# Make tables: calculate p-values and differential expressions for each cancer 

Create a dataframe with p-value results from t-tests for all proteins (trans proteomics when PIK3CA has missense mutation compared to PTEN wildtype). The dataframe also includes the change in medians between missense mutation and wildtype.

In [1]:
import pandas as pd
import numpy as np
import seaborn as sns
import matplotlib.pyplot as plt
import scipy.stats
import gseapy as gp
import re
import sys 

import cptac
import cptac.utils as u
import plot_utils as p

  import pandas.util.testing as tm


In [2]:
import warnings
warnings.filterwarnings('ignore')

In [3]:
'''
Params
all_prot: list of trans genes
utils: from cptac

Returns a dataframe with trans proteomics and mutation status (PIK3CA missense or wt)
'''

def all_prot_format_df(cancer_object, all_prot, gene_in = 'PIK3CA', utils = u):
    #mut_type = cancer_object.get_genotype_all_vars(gene_in)
    
    # Keep only tumor samples from proteomics
    prot_and_mutations = cancer_object.join_omics_to_mutations(
        mutations_genes = [gene_in], omics_df_name = 'proteomics', omics_genes = all_prot,
        tissue_type = 'tumor') # drop Normal samples
        
    # Reduce a multiindex 
    if isinstance(prot_and_mutations.keys(), pd.core.indexes.multi.MultiIndex):
        prot_and_mutations = utils.reduce_multiindex(prot_and_mutations, levels_to_drop = 1) 

    # Merge Mutation column from get_genotype_all_vars (includes cnv) with proteomics
   
    mut_type["Mutation"] = mut_type['Mutation'].replace(['nonsynonymous SNV'], 'Missense_Mutation')#for colon
    
    hotspot_df = joined[joined.Location.str.contains('E542K') | 
                    joined.Location.str.contains('E545K') |
                    joined.Location.str.contains('H1047R')]
    prot_df = prot_and_mutations.iloc[:,:-4] # Keep only proteomics
    merged = prot_df.join(mut_type)
        
    # Keep only Wildtype and Missense
    compare = ['Wildtype_Tumor','Missense_Mutation']
    get = merged['Mutation'].isin(compare)
    missense_wt = merged[get]
    return missense_wt
 


In [4]:
'''
Params
cancer_object: Object.
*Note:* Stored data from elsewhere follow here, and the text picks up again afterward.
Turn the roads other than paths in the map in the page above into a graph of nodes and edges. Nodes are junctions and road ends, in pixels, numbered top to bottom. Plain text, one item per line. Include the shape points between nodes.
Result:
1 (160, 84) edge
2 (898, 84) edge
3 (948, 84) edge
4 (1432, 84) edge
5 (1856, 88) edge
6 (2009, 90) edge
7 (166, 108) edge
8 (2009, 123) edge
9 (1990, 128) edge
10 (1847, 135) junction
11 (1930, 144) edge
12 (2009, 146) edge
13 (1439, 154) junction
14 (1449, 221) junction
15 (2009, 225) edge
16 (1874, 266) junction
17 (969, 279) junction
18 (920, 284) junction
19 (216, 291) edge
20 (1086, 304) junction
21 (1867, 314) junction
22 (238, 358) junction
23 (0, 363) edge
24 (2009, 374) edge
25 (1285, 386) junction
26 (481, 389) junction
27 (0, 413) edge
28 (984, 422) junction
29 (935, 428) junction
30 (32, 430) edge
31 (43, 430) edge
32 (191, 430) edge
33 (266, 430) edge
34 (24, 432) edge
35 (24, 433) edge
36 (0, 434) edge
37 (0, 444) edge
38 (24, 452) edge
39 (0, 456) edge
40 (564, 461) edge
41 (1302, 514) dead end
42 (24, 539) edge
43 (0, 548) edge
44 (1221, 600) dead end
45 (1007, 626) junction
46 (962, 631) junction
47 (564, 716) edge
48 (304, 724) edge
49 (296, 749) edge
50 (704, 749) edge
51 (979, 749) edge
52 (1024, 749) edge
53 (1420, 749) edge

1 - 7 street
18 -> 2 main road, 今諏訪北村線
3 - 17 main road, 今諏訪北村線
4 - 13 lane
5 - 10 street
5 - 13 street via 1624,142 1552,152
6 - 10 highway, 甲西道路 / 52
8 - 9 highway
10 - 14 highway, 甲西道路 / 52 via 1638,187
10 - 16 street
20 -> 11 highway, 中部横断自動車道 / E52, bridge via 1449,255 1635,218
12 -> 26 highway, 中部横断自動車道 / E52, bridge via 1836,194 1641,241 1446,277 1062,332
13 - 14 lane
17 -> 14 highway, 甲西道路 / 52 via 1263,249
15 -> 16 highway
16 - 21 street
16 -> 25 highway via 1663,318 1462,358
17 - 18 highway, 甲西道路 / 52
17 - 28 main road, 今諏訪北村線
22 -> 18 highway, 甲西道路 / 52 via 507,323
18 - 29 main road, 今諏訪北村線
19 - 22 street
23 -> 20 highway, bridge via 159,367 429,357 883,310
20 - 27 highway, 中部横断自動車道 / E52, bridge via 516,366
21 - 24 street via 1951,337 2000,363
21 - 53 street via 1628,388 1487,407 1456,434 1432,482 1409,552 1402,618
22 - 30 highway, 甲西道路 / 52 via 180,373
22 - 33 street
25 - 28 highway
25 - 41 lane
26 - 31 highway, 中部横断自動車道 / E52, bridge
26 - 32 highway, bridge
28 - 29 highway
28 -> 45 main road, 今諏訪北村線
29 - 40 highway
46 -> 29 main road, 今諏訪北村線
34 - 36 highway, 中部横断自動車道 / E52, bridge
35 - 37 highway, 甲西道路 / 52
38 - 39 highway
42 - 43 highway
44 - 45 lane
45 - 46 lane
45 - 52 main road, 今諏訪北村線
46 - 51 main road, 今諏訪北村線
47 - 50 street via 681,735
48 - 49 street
Variable for the loaded cancer data set.
cancer_name: Str. name to add to the created dataframe.
del_wt_df: DataFrame. Only samples with deletions and wildtype for PIK3CA. 
all_prot_list: List. All proteins in proteomics data frame. 

Returns a dataframe with the difference in medians between proteomics with PIK3CA wt and del (wt - Missense). 
'''

def get_change_in_medians_df(cancer_object, cancer_name, miss_wt_df, all_prot_list):
    m = miss_wt_df[miss_wt_df.Mutation == "Missense_Mutation"]
    wt = miss_wt_df[miss_wt_df.Mutation == "Wildtype_Tumor"]
    miss_med = m.median()
    wt_med = wt.median()

    med_dict = {}
    
    # Correlation: + is mutant up compared to wt, - is mutant down
    for prot in all_prot_list:
        if prot in miss_med.index and prot in wt_med.index:
            dif = miss_med[prot] - wt_med[prot]
            med_dict[prot] = dif
        
    df = pd.DataFrame.from_dict(med_dict, orient='index', columns=[cancer_name+'_Median'])
    df = df.reset_index().rename(columns={'index':'Proteomics'})
    
    return df
        

#  Step 1: Create data frames with p-values and differential expressions

Each cancer needs a data frame containing only samples that have PTEN cnv deletions and PTEN wildtype with trans proteomics. Use wrap_ttest to run t-tests for all genes in the proteomic data frame. Use get_change_in_medians_df to create the data frame with differential expression values. Merge both data frames. 

Load in cancer data sets from cptac. 

In [3]:

en = cptac.Endometrial()
col = cptac.Colon()
b = cptac.Brca()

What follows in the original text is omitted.